O artista plástico Rodolpho Parigi usa o corpo humano como referência para criar pinturas, desenhos e fotografias

A relação de Rodolpho Parigi com a arte começou cedo. Ainda pequeno, ele rabiscava todas as paredes do quarto com seus desenhos. “A arte sempre foi a forma mais divertida e fácil de me expressar”, diz. O que era brincadeira de criança virou coisa séria anos depois, quando o paulistano decidiu que era com arte que queria trabalhar. Em 2003, aos 20 anos, se matriculou no curso de Artes Plásticas da FAAP.

“Foi nos primeiros anos da faculdade que me aprofundei na arte contemporânea e comecei a pensar em como desenvolver alguns trabalhos”, conta. Hoje, aos 37, é representado pela galeria Nara Roesler, uma das maiores do país, e já expôs em mostras realizadas no Rabitthole Space, em Nova York, no Instituto Tomie Ohtake e no Museu de Arte Brasileira da FAAP, em São Paulo.
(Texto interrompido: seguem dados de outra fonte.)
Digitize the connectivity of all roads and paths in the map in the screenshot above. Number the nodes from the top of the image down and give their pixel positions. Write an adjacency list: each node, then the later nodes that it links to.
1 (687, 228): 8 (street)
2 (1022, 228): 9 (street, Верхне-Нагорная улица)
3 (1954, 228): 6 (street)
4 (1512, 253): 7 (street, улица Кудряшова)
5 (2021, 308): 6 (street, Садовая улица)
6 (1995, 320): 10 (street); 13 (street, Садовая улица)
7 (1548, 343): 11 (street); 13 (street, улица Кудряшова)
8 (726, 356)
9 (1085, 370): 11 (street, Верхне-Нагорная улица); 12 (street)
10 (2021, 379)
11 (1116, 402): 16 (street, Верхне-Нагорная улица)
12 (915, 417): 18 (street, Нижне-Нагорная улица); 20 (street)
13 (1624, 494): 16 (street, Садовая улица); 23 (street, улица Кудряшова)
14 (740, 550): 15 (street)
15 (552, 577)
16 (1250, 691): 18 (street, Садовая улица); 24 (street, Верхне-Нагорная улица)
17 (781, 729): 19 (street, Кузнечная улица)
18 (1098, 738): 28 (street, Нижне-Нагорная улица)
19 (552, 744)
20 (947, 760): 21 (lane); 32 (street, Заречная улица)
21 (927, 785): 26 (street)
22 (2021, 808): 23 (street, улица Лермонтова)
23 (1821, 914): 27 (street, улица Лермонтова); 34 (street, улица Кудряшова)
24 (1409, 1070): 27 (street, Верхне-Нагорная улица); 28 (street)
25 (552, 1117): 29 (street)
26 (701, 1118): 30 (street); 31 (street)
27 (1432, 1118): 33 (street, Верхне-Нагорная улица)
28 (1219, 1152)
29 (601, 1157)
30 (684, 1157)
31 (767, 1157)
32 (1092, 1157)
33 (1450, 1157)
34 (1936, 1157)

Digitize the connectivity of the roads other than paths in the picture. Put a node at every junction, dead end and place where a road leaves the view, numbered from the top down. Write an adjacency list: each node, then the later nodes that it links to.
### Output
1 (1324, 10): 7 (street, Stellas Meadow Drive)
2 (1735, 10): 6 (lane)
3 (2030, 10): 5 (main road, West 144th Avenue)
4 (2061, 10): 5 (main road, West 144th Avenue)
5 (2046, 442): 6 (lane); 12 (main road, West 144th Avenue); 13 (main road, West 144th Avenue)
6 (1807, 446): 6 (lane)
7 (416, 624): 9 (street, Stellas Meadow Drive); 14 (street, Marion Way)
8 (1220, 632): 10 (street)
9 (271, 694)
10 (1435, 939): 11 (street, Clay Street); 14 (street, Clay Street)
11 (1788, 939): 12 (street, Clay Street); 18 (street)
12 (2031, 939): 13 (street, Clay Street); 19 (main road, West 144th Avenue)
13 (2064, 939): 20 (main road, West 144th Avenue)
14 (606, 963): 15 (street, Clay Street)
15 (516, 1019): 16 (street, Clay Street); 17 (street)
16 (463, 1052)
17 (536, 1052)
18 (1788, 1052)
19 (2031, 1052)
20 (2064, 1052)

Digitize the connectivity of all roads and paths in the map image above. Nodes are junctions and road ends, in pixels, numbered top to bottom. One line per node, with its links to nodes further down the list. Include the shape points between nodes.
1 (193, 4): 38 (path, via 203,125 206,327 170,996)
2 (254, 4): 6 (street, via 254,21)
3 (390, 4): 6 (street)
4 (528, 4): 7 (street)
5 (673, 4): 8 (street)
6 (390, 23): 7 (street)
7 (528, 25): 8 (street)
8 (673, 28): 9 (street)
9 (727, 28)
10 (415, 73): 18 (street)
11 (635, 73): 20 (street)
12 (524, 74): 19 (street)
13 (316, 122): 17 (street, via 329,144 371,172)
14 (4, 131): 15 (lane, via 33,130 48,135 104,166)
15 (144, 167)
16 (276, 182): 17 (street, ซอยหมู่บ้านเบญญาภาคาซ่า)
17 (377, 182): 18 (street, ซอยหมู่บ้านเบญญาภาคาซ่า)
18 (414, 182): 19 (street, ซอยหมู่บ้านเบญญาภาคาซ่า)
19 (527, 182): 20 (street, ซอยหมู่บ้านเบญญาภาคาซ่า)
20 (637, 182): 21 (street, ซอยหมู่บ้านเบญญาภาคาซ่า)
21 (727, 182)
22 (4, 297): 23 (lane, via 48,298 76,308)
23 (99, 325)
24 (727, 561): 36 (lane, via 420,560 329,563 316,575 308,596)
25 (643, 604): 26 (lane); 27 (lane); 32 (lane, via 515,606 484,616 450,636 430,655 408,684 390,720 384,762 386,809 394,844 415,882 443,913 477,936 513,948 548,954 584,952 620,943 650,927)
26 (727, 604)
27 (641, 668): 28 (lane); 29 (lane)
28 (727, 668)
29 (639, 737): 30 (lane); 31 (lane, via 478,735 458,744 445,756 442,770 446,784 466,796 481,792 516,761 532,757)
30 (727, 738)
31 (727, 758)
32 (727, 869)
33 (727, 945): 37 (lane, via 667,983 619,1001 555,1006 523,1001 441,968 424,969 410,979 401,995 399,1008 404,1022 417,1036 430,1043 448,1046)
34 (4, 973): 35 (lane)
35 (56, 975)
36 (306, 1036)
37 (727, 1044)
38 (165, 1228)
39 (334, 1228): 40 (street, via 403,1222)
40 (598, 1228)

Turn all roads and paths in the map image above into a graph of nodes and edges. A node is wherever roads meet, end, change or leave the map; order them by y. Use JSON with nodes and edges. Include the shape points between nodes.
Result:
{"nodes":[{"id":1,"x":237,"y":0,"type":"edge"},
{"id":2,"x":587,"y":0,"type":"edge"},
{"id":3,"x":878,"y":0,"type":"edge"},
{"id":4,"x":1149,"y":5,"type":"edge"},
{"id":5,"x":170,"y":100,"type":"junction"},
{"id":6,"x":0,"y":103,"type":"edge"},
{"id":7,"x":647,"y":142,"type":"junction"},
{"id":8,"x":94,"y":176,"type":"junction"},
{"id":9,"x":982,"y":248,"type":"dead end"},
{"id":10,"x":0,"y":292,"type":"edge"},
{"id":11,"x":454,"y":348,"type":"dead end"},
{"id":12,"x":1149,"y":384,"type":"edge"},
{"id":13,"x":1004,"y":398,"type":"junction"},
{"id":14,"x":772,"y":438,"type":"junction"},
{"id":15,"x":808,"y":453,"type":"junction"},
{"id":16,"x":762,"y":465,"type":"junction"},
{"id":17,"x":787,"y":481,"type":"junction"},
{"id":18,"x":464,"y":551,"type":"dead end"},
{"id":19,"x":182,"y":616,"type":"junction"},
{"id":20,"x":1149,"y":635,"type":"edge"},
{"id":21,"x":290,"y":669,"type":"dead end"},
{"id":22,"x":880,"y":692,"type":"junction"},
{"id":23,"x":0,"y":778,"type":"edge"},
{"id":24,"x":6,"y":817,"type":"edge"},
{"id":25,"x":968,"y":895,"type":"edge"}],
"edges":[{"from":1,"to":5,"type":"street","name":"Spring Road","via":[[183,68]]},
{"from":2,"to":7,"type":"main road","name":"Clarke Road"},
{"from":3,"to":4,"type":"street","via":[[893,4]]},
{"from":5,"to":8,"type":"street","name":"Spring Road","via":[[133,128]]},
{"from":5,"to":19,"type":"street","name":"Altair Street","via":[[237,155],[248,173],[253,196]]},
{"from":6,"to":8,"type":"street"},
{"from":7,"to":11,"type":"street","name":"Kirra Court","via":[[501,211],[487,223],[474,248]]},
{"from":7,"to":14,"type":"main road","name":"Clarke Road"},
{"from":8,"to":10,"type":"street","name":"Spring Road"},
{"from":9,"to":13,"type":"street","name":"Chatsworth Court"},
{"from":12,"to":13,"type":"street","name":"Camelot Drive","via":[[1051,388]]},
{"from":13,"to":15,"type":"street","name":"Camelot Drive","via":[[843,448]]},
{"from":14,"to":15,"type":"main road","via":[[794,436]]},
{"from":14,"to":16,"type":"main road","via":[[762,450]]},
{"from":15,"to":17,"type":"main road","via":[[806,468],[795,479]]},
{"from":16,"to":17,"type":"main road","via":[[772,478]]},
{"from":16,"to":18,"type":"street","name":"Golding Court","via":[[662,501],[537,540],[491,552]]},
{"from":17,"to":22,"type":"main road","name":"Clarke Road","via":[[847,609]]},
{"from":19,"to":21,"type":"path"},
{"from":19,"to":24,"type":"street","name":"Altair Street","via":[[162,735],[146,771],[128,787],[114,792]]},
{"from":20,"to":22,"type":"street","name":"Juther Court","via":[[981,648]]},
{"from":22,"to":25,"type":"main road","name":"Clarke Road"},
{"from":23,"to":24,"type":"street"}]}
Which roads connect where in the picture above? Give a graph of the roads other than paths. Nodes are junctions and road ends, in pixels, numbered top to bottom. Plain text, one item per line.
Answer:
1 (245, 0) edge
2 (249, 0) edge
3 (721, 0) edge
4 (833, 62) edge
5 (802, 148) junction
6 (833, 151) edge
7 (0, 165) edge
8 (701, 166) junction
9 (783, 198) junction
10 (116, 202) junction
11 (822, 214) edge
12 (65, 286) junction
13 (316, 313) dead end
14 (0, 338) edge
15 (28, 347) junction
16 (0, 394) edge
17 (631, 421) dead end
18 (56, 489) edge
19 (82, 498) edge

Parigi tem no corpo humano e em sua anatomia os pontos centrais de sua pesquisa, e produz principalmente pinturas e desenhos, além de fotografias e instalações – suas obras são comercializadas no mercado por valores que variam de R$ 10 mil a R$ 80 mil.“Minha profissão é minha vida: esquizofrênica e deliciosa. É preciso estar fora do controle para fazer algo sensível”, declara.

Mesa de trabalho

01_Cartela de cores na parede
“Sempre tenho uma por perto. Elas me ajudam a criar.”

02_Canetas
“Da marca Tombow, são meus instrumentos de trabalho há anos e dão unicidade ao que faço.”

03_Atlas de anatomia
“Tenho há 30 anos. Um tio médico esqueceu na casa dos meus pais e ficou para mim.”

04_Tripé
“Uso como mesa de suporte para muitos objetos: canetas, livros, lápis, nanquim e qualquer coisa que esteja usando para desenhar ou pintar.”

05_Papel fabriano
“Uso para desenhar. Gosto da cor dele – que me lembra uma pele clara – e de sua superfície aveludada e resistente.”

06_iPad
“É meu guia para consultas de imagens e outras referências.”